**Records provided:**
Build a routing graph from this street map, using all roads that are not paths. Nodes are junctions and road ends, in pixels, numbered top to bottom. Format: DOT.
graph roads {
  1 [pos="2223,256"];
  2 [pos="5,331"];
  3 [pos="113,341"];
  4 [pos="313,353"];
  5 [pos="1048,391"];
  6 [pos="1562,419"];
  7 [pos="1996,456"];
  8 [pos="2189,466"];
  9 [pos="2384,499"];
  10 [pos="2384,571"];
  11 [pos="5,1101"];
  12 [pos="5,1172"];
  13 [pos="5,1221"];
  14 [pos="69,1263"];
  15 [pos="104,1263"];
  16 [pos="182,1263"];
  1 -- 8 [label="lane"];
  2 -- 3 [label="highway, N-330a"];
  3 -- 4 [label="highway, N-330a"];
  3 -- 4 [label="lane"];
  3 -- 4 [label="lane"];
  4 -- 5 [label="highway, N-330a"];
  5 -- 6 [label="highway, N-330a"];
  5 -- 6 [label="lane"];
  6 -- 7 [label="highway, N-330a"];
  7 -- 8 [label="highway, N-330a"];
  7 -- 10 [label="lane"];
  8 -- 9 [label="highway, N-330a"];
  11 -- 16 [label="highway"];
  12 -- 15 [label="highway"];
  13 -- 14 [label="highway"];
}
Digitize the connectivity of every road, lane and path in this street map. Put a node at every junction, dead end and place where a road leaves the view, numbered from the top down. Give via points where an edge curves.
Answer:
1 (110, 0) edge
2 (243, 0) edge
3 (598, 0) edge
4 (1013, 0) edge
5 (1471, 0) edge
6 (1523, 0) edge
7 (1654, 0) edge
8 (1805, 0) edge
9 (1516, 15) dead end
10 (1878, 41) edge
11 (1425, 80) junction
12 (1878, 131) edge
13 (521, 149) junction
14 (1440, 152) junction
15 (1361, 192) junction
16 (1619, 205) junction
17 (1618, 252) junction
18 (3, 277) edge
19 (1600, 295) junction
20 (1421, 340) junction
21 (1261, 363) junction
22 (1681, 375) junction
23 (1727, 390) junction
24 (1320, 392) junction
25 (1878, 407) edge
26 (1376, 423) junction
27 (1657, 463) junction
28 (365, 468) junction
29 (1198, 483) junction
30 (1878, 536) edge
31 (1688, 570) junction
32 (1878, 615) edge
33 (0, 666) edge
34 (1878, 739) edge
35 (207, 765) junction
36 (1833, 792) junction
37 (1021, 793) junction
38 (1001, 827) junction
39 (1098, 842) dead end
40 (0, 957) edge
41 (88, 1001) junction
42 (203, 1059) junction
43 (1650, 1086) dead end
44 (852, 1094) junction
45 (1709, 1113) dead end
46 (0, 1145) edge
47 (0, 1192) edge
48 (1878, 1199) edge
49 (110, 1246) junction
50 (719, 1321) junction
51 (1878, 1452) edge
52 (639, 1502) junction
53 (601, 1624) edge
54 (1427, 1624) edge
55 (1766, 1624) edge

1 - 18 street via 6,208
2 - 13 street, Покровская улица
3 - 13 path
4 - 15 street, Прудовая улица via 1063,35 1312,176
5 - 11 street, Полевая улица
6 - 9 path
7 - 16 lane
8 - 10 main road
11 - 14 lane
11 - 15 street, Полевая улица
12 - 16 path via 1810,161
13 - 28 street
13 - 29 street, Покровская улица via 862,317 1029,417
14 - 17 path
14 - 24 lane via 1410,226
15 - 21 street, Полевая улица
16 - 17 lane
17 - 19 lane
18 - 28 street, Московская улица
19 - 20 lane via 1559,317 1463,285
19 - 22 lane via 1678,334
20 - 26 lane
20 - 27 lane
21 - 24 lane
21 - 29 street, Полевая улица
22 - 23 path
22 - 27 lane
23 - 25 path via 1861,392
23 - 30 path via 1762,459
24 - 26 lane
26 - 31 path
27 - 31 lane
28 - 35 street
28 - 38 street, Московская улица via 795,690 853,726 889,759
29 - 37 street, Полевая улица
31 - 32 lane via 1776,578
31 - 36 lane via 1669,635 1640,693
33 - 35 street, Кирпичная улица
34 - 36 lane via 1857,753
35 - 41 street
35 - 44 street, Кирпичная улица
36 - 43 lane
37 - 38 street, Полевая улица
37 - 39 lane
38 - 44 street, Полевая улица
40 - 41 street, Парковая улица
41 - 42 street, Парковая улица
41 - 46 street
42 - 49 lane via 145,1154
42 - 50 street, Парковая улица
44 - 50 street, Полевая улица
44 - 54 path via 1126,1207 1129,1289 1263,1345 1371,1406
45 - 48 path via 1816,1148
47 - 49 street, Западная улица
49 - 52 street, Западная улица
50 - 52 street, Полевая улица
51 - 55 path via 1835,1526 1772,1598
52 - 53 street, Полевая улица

**Exercise directions:**
Whenever "Московская" shows up in a line of the listing, copy that whole line.

**Task result:**
18 - 28 street, Московская улица
28 - 38 street, Московская улица via 795,690 853,726 889,759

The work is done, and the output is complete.